- [Work required] Set down exactly the lines from the first line of the records through the line that contains "translate:-50% -50%; white-space:nowrap;", and leave every picture out.

════════════════════

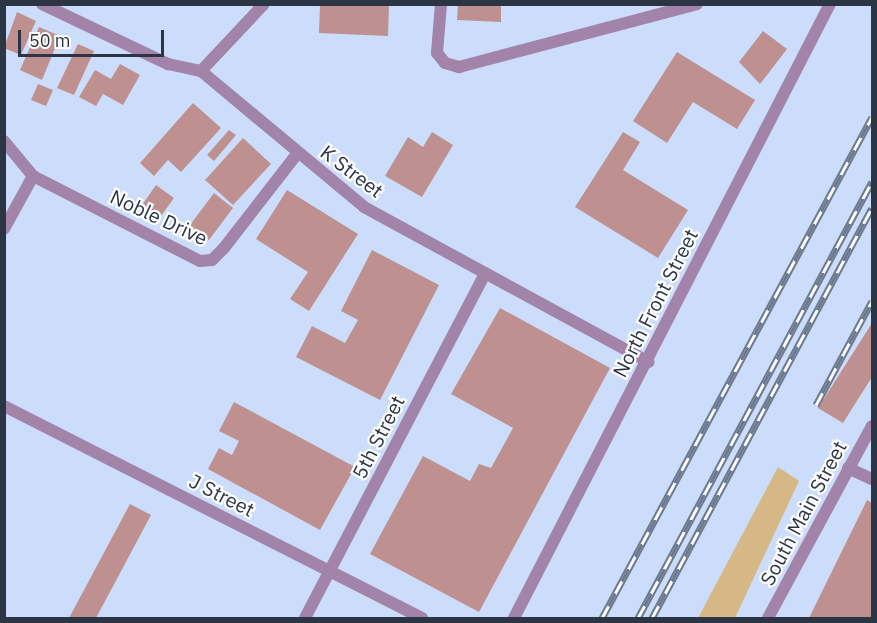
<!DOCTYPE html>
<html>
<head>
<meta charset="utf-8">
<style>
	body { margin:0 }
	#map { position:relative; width:877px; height:623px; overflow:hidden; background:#cbddfa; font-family:"IBM Plex Sans",sans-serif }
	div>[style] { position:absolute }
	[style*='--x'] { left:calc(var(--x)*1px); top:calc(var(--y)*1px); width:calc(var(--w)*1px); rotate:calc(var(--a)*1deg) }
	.green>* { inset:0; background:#d6b886 }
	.building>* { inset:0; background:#be9190 }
	.minor>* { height:12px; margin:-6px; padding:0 6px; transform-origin:6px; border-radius:6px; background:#a283aa }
	.rail>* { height:7px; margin-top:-3.5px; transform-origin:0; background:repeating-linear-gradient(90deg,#fdfdfd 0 14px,#6d7a8e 0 28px); box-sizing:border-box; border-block:2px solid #6d7a8e }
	span { translate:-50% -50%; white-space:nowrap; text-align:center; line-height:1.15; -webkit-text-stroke:4.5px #fdfdfd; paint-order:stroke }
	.street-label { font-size:20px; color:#2c3543 }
	.frame { position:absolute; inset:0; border:6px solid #2c3543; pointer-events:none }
	.scale { position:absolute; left:18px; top:30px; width:146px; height:27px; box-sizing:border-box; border:3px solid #2c3543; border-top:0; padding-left:8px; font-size:18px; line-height:21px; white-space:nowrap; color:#2c3543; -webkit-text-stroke:4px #fdfdfd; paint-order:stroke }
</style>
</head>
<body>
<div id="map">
	<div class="green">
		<i style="clip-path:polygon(778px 467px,799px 481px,735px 618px,698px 618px)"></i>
	</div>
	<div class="building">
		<i style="clip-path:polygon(320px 4px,389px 4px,388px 36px,319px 33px)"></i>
		<i style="clip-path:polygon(458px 4px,501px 4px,501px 22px,457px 20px)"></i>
		<i style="clip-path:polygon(17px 12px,36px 21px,21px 55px,4px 48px)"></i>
		<i style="clip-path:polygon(39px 27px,60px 36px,42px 80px,20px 70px)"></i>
		<i style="clip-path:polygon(763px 31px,787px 49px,760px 84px,739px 62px)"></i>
		<i style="clip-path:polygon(78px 44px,94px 51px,74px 95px,57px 88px)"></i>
		<i style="clip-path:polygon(677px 52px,755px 100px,737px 129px,693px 102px,667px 143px,633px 121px)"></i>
		<i style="clip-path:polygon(120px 64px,140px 75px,123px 105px,103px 94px,96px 106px,79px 97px,95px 70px,111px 79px)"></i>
		<i style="clip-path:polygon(38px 84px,53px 90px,46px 106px,31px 100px)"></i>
		<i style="clip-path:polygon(193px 103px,221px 128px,181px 172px,168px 160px,154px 176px,140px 163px)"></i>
		<i style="clip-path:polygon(229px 130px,236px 135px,214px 161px,207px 155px)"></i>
		<i style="clip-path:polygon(432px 132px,453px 145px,422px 197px,385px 176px,408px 137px,423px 147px)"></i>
		<i style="clip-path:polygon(623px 132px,640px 142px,623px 170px,688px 210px,658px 258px,575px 207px)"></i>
		<i style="clip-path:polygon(243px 138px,271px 164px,233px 205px,205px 180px)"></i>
		<i style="clip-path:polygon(156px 185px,174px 198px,158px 220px,140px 208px)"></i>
		<i style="clip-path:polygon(287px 190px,358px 234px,309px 311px,290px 299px,308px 272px,256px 239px)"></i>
		<i style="clip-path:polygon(214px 193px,233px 208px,209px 240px,190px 225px)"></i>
		<i style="clip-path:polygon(372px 250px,439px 285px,380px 400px,296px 357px,312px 326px,345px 343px,358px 320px,341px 311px)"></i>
		<i style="clip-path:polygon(500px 308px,610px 368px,479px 612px,370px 554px,423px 456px,470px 481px,479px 464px,491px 468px,513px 428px,451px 394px)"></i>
		<i style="clip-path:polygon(872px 323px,872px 377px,843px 423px,818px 408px)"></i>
		<i style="clip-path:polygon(234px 402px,355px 467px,320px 530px,208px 469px,219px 448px,232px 455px,239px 441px,219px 431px)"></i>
		<i style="clip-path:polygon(867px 500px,872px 503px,872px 618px,809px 618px)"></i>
		<i style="clip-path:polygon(130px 504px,151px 515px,96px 618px,69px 618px)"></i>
	</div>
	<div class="minor">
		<i style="--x:42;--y:4;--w:140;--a:25.5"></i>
		<i style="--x:168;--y:64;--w:34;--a:12"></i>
		<i style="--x:201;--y:71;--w:212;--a:39.8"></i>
		<i style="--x:364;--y:207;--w:324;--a:28.6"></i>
		<i style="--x:441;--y:4;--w:49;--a:94.7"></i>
		<i style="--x:437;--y:53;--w:13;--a:51"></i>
		<i style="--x:445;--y:63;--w:15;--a:16"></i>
		<i style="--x:459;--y:67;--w:246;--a:-14.8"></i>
		<i style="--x:201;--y:71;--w:92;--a:-46.8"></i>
		<i style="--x:4;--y:141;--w:45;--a:50.4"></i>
		<i style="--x:33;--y:176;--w:60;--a:118.7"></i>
		<i style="--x:33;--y:176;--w:187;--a:27"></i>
		<i style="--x:200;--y:261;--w:12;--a:-5"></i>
		<i style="--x:212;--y:260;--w:17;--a:-45"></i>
		<i style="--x:224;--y:248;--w:119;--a:-52.2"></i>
		<i style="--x:4;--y:406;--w:469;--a:26.9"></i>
		<i style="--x:848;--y:468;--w:26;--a:25"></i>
		<i style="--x:305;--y:618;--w:389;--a:-62.4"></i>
		<i style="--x:514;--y:618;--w:691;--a:-62.77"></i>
		<i style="--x:768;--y:618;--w:218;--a:-61.6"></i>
	</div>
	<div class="rail">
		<i style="--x:816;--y:405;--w:118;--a:-61.7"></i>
		<i style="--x:602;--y:618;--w:569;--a:-61.68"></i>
		<i style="--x:638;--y:618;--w:495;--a:-61.8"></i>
		<i style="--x:652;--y:618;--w:465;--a:-61.8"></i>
	</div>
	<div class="street-label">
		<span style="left:352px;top:171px;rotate:37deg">K Street</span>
		<span style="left:159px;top:217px;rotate:25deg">Noble Drive</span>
		<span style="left:655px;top:303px;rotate:-63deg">North Front Street</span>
		<span style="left:378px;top:437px;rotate:-63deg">5th Street</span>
		<span style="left:222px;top:495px;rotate:27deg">J Street</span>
		<span style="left:803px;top:513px;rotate:-62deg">South Main Street</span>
	</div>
	<div class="frame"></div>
	<div class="scale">50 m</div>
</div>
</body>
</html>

════════════════════

- [Answer below]
<!DOCTYPE html>
<html>
<head>
<meta charset="utf-8">
<style>
	body { margin:0 }
	#map { position:relative; width:877px; height:623px; overflow:hidden; background:#cbddfa; font-family:"IBM Plex Sans",sans-serif }
	div>[style] { position:absolute }
	[style*='--x'] { left:calc(var(--x)*1px); top:calc(var(--y)*1px); width:calc(var(--w)*1px); rotate:calc(var(--a)*1deg) }
	.green>* { inset:0; background:#d6b886 }
	.building>* { inset:0; background:#be9190 }
	.minor>* { height:12px; margin:-6px; padding:0 6px; transform-origin:6px; border-radius:6px; background:#a283aa }
	.rail>* { height:7px; margin-top:-3.5px; transform-origin:0; background:repeating-linear-gradient(90deg,#fdfdfd 0 14px,#6d7a8e 0 28px); box-sizing:border-box; border-block:2px solid #6d7a8e }
	span { translate:-50% -50%; white-space:nowrap; text-align:center; line-height:1.15; -webkit-text-stroke:4.5px #fdfdfd; paint-order:stroke }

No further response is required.